Ardından antrenörlük yaşantısına soyundu. Henüz daha işin en başında, ilk deneyimine amatör kümede yardımcı hoca olarak Akçaabat Tütünspor’da başladı, ardından 3. Lig ekiplerinden Yomraspor’da yardımcı antrenör olarak ilk kez kenar kulübede yer aldı.
Evli ve Emir Asaf isminde11 yaşında bir erkek çocuk babası. Karadeniz Teknik Üniversitesi Spor Akademisi mezunu. Oynadığı takımların çoğunda kaptanlık pazubandı taktı. O yüzden takım içerisinde adı kaptanlık anlamına gelen kısaca ‘’Kapo’’kaldı.
Kim? Emrullah Kokoç
*
1461 Trabzon’a 2. gelişinde sezonun başında ilk 11’e girmekte önce zor haftalar yaşadı. Formayı kaptıktan sonra da bir daha bırakmadı ve kaptanlık pazubandını da yine koluna takmıştı.
61 numaralı formayı hemen hemen bir çok maçta başarıyla giydi.
Ayda Bin 500 lira maaş aldı, o dönem. Bir yılda taksit taksit aldığı toplam da sadece 150 bin Lira’ya oynadı.
Sahada 90 dakika ayak basmadık yer bırakmadan koşan ve tam bir mücadele ve beyefendilik örneği sergiledi. Bordo mavililerin A takımına ise alınmadı . Ankaraspor’dan ciddi bir teklif aldı. Yıllığı 350 bin lira ya 2 yıllık sözleşme karşılığında, gitti.
Gittiğinde 1461 Trabzon takımıyla olan sözleşmesi bir yıl daha devam ediyordu.
1461’in istifa eden dönemin çok başarılı yöneticilerinden biri olan Çoşkun Kantekin’in ‘Emrullah Kokoç Adamdır.’ dediği kişi. Aslında bu yazının başlığından da bu cümleden esinlendim dersem doğrudur.
Ankaraspor’un başına geçtiği sezon Osman Özköylü, onu ısrarla istemişti. Trabzonspor’un o günkü teknik patronu olan Mustafa Reşit Akçay ise kendisini A takıma almak yerine ona: ‘’ Ankaraspor’a gitmek istersen bonservis konusunda yardımcı olurum.‘’ dedi.
Yaşı 31 idi. Örneğin; Ya Zokora’nın yaşı kaçtı aynı sezon? ‘ 33 ’

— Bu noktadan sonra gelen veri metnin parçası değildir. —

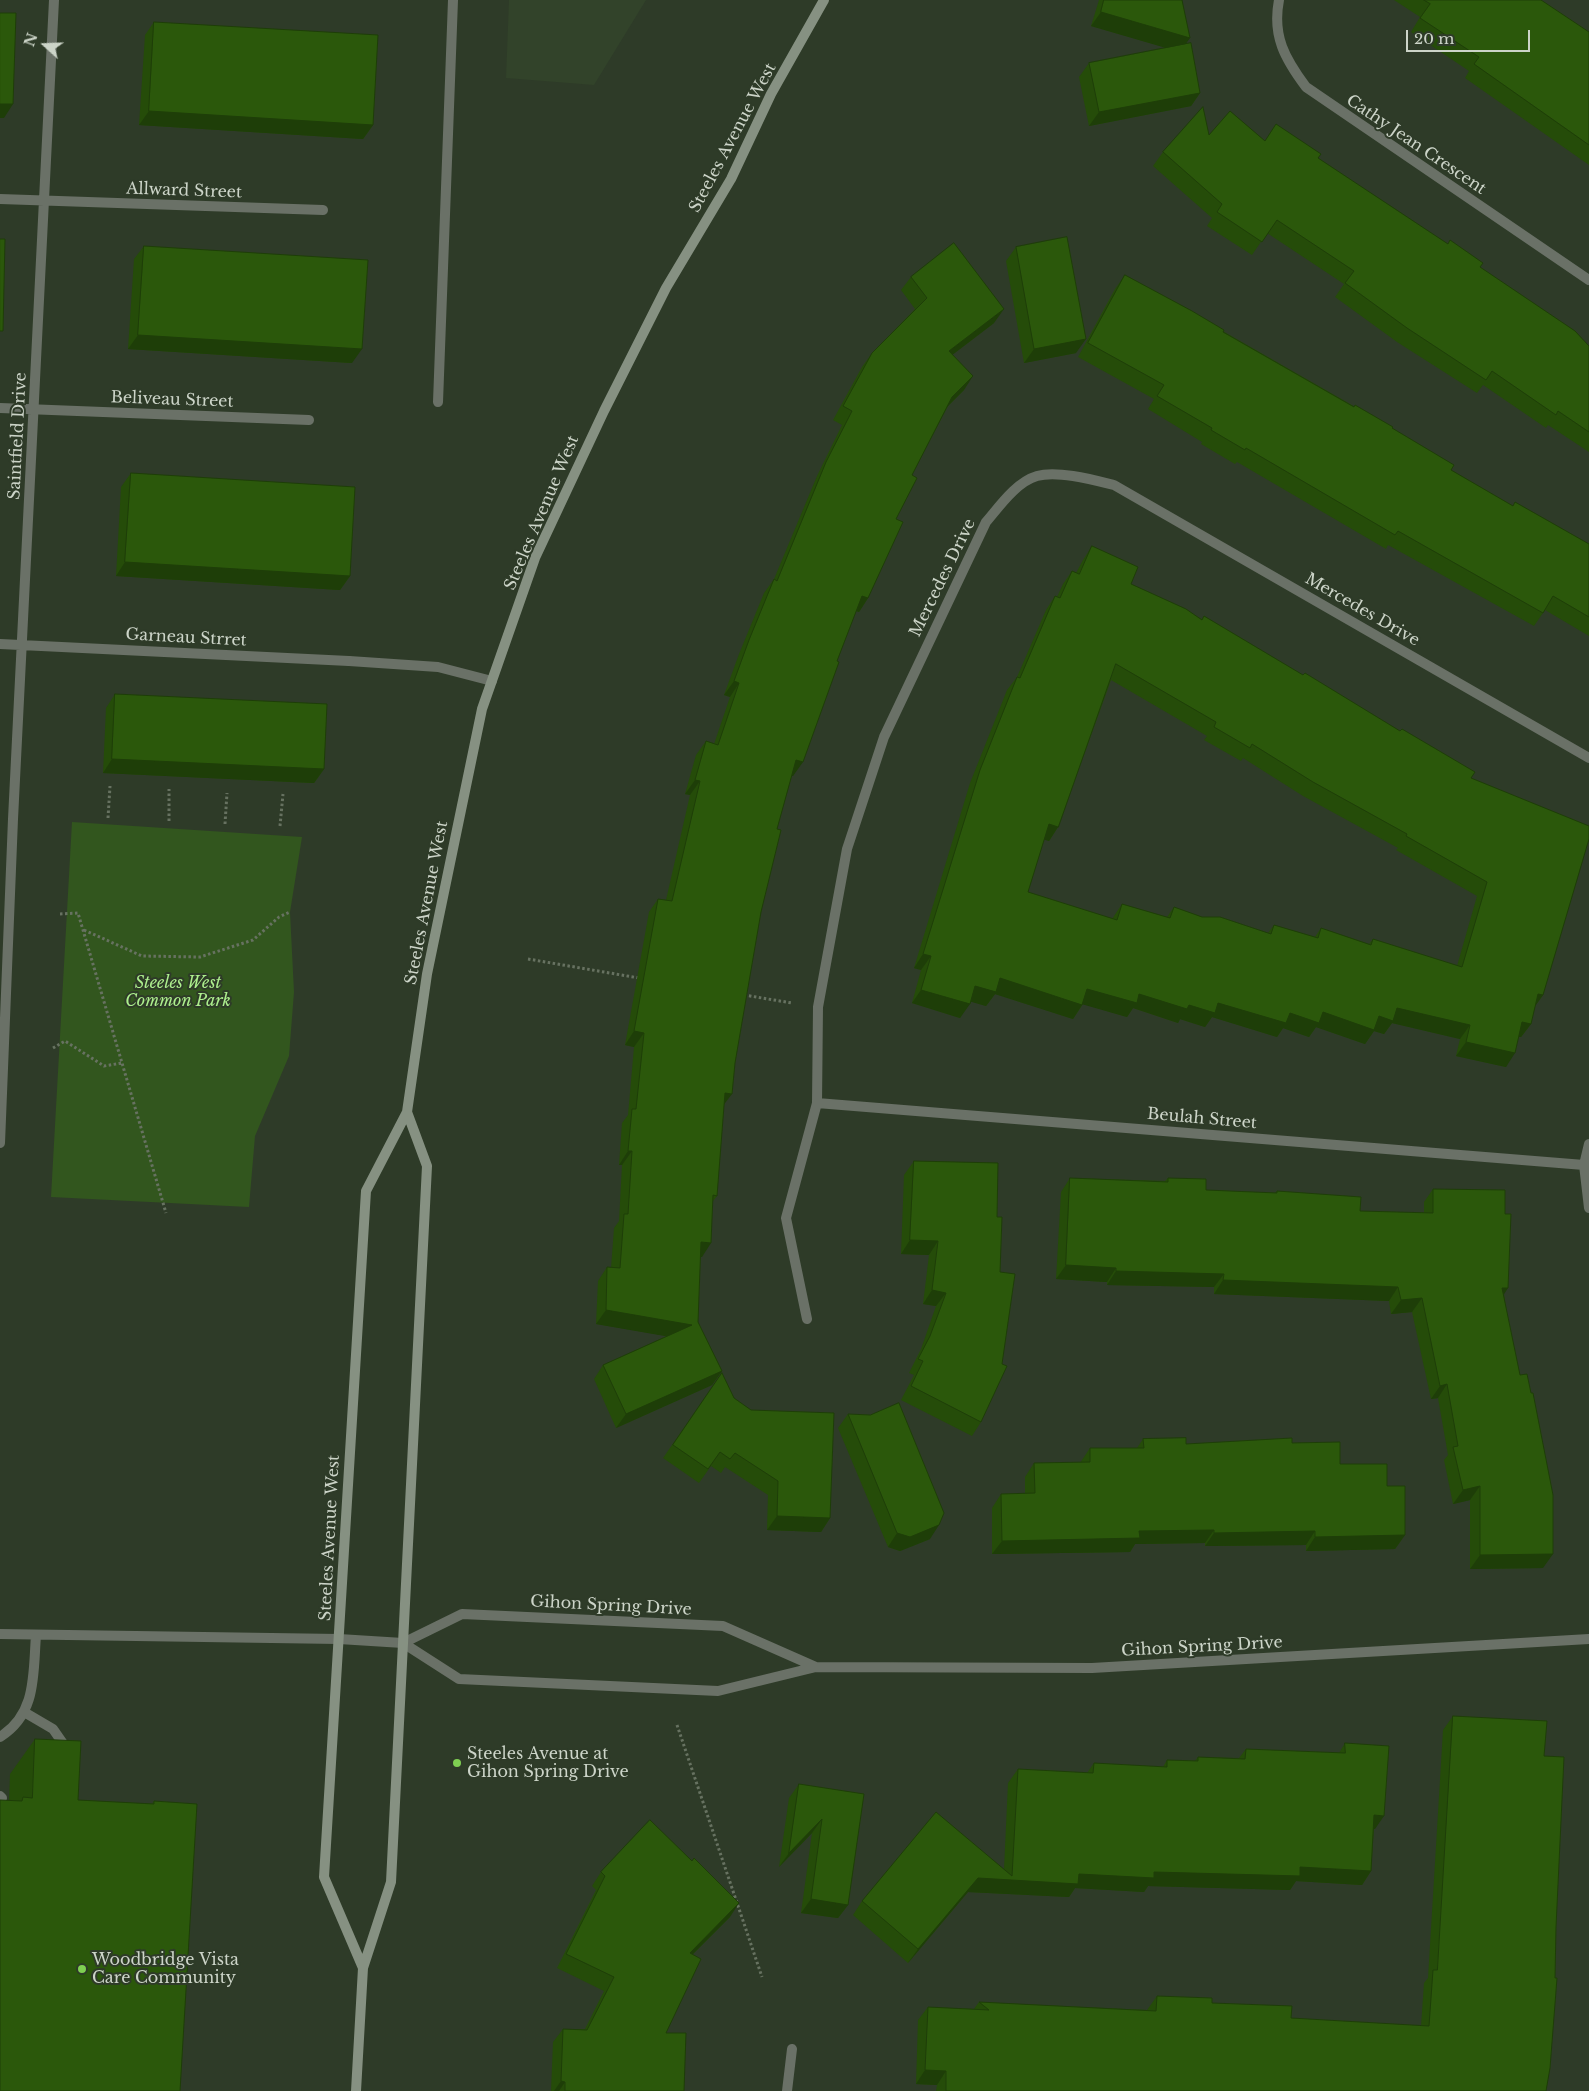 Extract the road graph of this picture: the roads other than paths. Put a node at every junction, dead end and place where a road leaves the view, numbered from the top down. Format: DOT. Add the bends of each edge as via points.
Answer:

Zokora, onun gibi, adam gibi oynadı mı çoğu maçta? Yüreğini sahaya koydu mu? Rakibin kramponlarına kafasını uzattı mı? Tartışılır… Neymiş Emre Belezoğlu’nun barış elini sıkmamış, çok iş!
Yılda yaklaşık ne alıyordu bazı yabancı oyuncular Trabzonspor’da o sezon biliyor musunuz?
4 trilyon Lira. Evet, evet yanlış duymadınız, 4 trilyon Lira yıllık maaş alan vardı. Zokora ve adını hatırlayamadığım takımdaki bir kaç yabancı futbolcu arkadaşı ile beraber ödemeleri gecikti diye, kulübe protesto çekmişlerdi.
Belli bir tarihe kadar da ödeme yapılmazsa, dosya FİFA’lık olacaktı, hatta bazı oyuncuların dosyaları da FİFA’lık olmuştu. Zokora’nın yerinde, diyelim Kokoç yani kendisi olsa idi ve ya başka bir yerli oyuncu olsaydı, Trabzonspor kulübü’ne, protesto çeker miydi? Hayır.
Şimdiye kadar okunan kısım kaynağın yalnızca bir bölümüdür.